- [Work order] Exact wording is required: transcribe all the entries and leave the images out.

- [Records supplied]
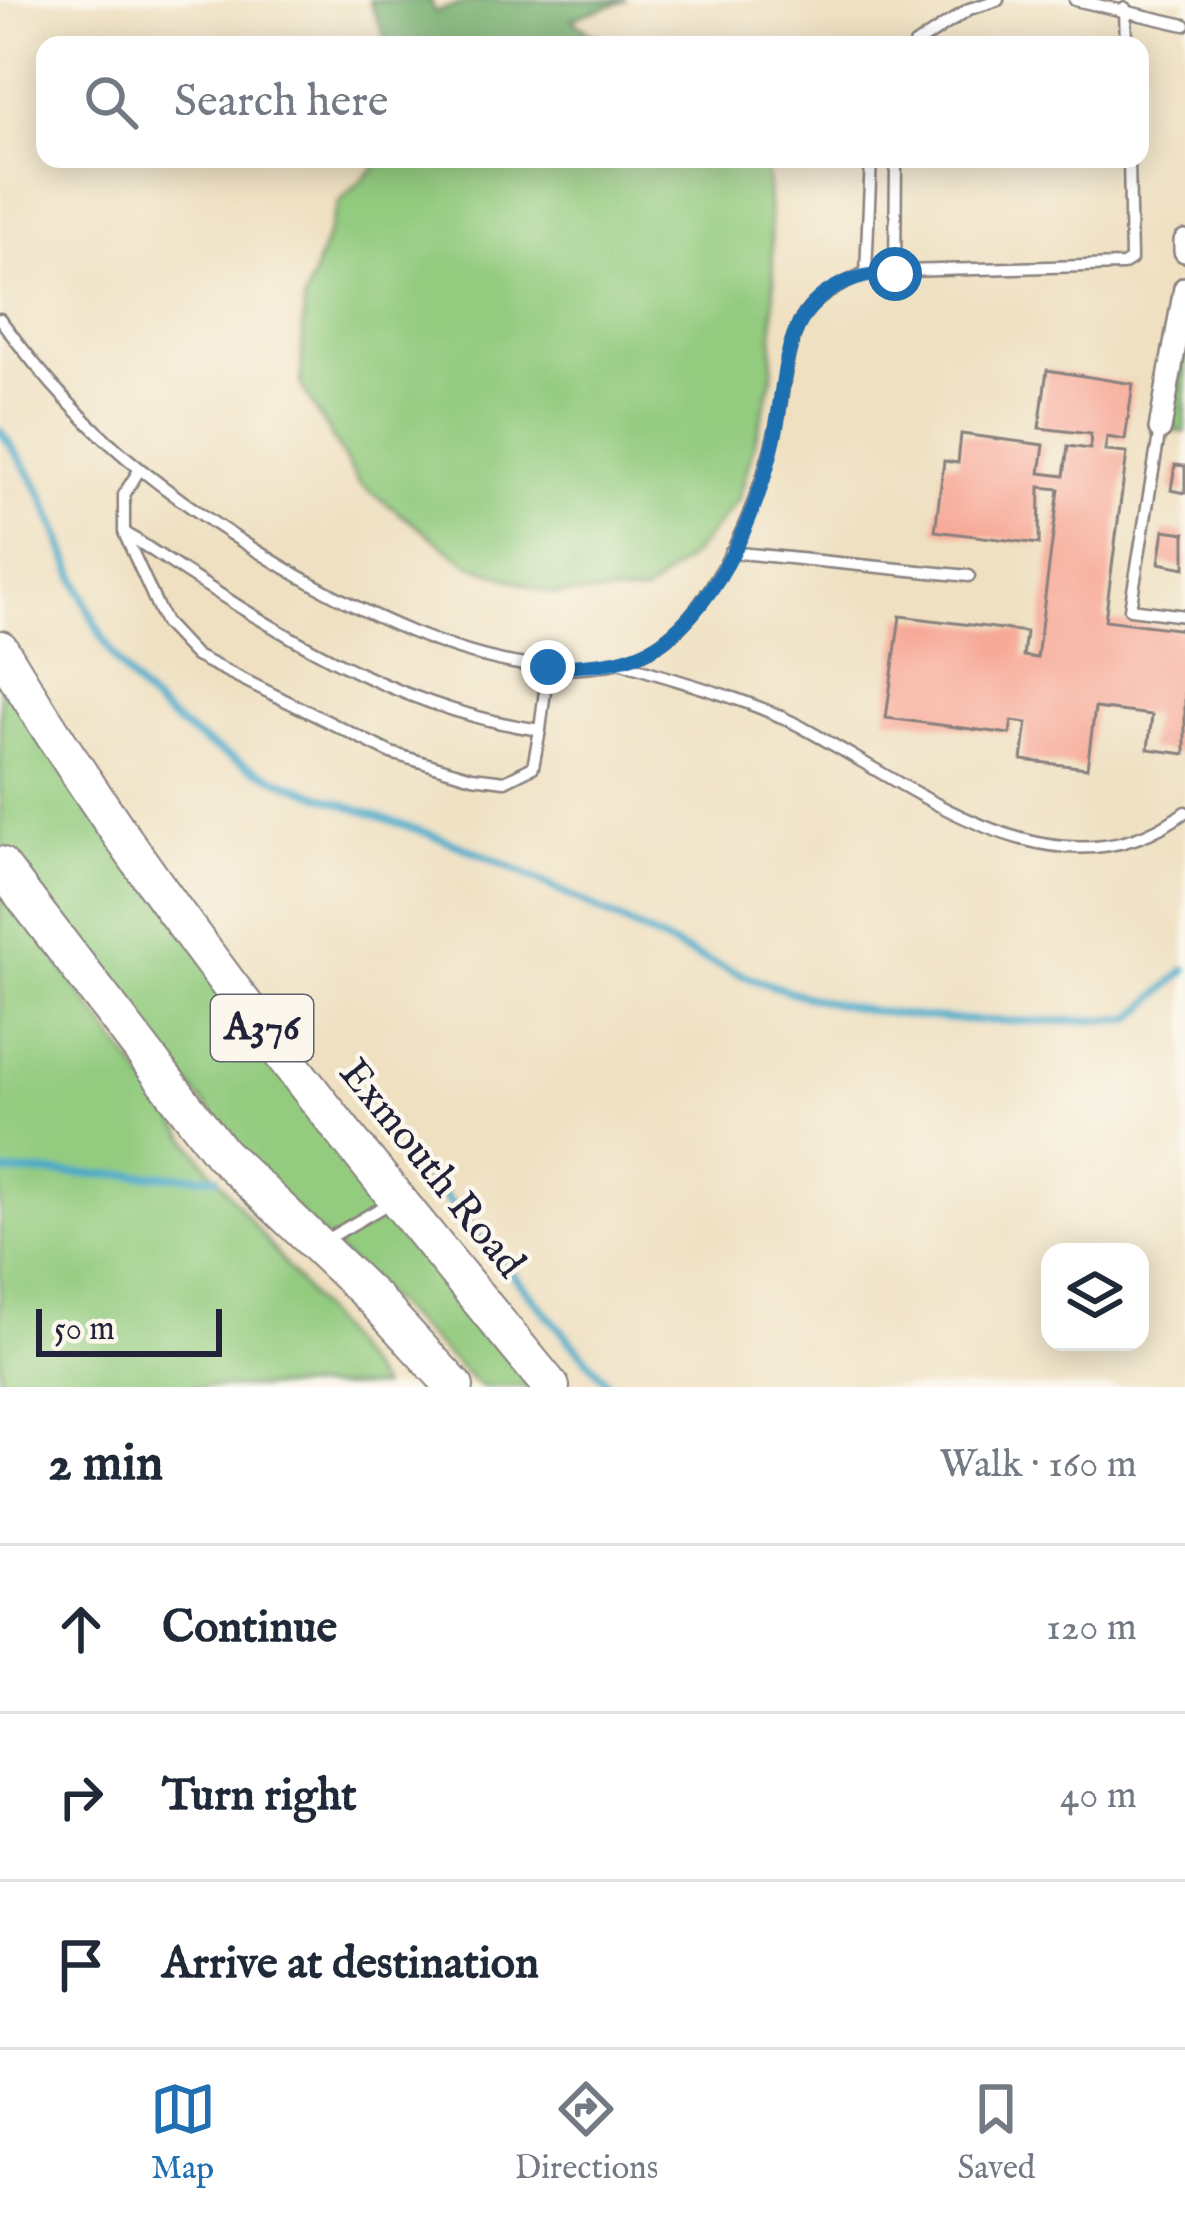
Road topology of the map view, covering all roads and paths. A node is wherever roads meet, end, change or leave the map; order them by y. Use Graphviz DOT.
graph roads {
  1 [pos="998,0"];
  2 [pos="1075,0"];
  3 [pos="1125,8"];
  4 [pos="1185,25"];
  5 [pos="928,36"];
  6 [pos="1126,36"];
  7 [pos="871,168"];
  8 [pos="896,168"];
  9 [pos="1129,168"];
  10 [pos="1185,241"];
  11 [pos="1185,250"];
  12 [pos="866,272"];
  13 [pos="895,274"];
  14 [pos="1185,288"];
  15 [pos="0,320"];
  16 [pos="1160,429"];
  17 [pos="140,469"];
  18 [pos="124,532"];
  19 [pos="730,553"];
  20 [pos="969,577"];
  21 [pos="1185,616"];
  22 [pos="0,649"];
  23 [pos="617,661"];
  24 [pos="548,667"];
  25 [pos="540,730"];
  26 [pos="1185,812"];
  27 [pos="0,866"];
  28 [pos="396,1198"];
  29 [pos="316,1244"];
  30 [pos="455,1387"];
  31 [pos="551,1387"];
  1 -- 5 [label="lane"];
  2 -- 3 [label="lane"];
  3 -- 4 [label="lane"];
  3 -- 6 [label="lane"];
  7 -- 12 [label="lane"];
  8 -- 13 [label="lane"];
  9 -- 13 [label="lane"];
  10 -- 11 [label="street"];
  12 -- 13 [label="lane"];
  12 -- 19 [label="lane"];
  14 -- 16 [label="street"];
  15 -- 17 [label="lane"];
  16 -- 21 [label="lane"];
  17 -- 18 [label="lane"];
  17 -- 24 [label="lane"];
  18 -- 25 [label="lane"];
  18 -- 25 [label="lane"];
  19 -- 20 [label="lane"];
  19 -- 23 [label="lane"];
  22 -- 28 [label="highway, Exmouth Road / A376"];
  23 -- 24 [label="lane"];
  23 -- 26 [label="lane"];
  24 -- 25 [label="lane"];
  27 -- 29 [label="highway, A376"];
  28 -- 29 [label="lane"];
  28 -- 31 [label="highway, Exmouth Road / A376"];
  29 -- 30 [label="highway, A376"];
}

- [Result of this exercise]
Road topology of the map view, covering all roads and paths. A node is wherever roads meet, end, change or leave the map; order them by y. Use Graphviz DOT.
graph roads {
  1 [pos="998,0"];
  2 [pos="1075,0"];
  3 [pos="1125,8"];
  4 [pos="1185,25"];
  5 [pos="928,36"];
  6 [pos="1126,36"];
  7 [pos="871,168"];
  8 [pos="896,168"];
  9 [pos="1129,168"];
  10 [pos="1185,241"];
  11 [pos="1185,250"];
  12 [pos="866,272"];
  13 [pos="895,274"];
  14 [pos="1185,288"];
  15 [pos="0,320"];
  16 [pos="1160,429"];
  17 [pos="140,469"];
  18 [pos="124,532"];
  19 [pos="730,553"];
  20 [pos="969,577"];
  21 [pos="1185,616"];
  22 [pos="0,649"];
  23 [pos="617,661"];
  24 [pos="548,667"];
  25 [pos="540,730"];
  26 [pos="1185,812"];
  27 [pos="0,866"];
  28 [pos="396,1198"];
  29 [pos="316,1244"];
  30 [pos="455,1387"];
  31 [pos="551,1387"];
  1 -- 5 [label="lane"];
  2 -- 3 [label="lane"];
  3 -- 4 [label="lane"];
  3 -- 6 [label="lane"];
  7 -- 12 [label="lane"];
  8 -- 13 [label="lane"];
  9 -- 13 [label="lane"];
  10 -- 11 [label="street"];
  12 -- 13 [label="lane"];
  12 -- 19 [label="lane"];
  14 -- 16 [label="street"];
  15 -- 17 [label="lane"];
  16 -- 21 [label="lane"];
  17 -- 18 [label="lane"];
  17 -- 24 [label="lane"];
  18 -- 25 [label="lane"];
  18 -- 25 [label="lane"];
  19 -- 20 [label="lane"];
  19 -- 23 [label="lane"];
  22 -- 28 [label="highway, Exmouth Road / A376"];
  23 -- 24 [label="lane"];
  23 -- 26 [label="lane"];
  24 -- 25 [label="lane"];
  27 -- 29 [label="highway, A376"];
  28 -- 29 [label="lane"];
  28 -- 31 [label="highway, Exmouth Road / A376"];
  29 -- 30 [label="highway, A376"];
}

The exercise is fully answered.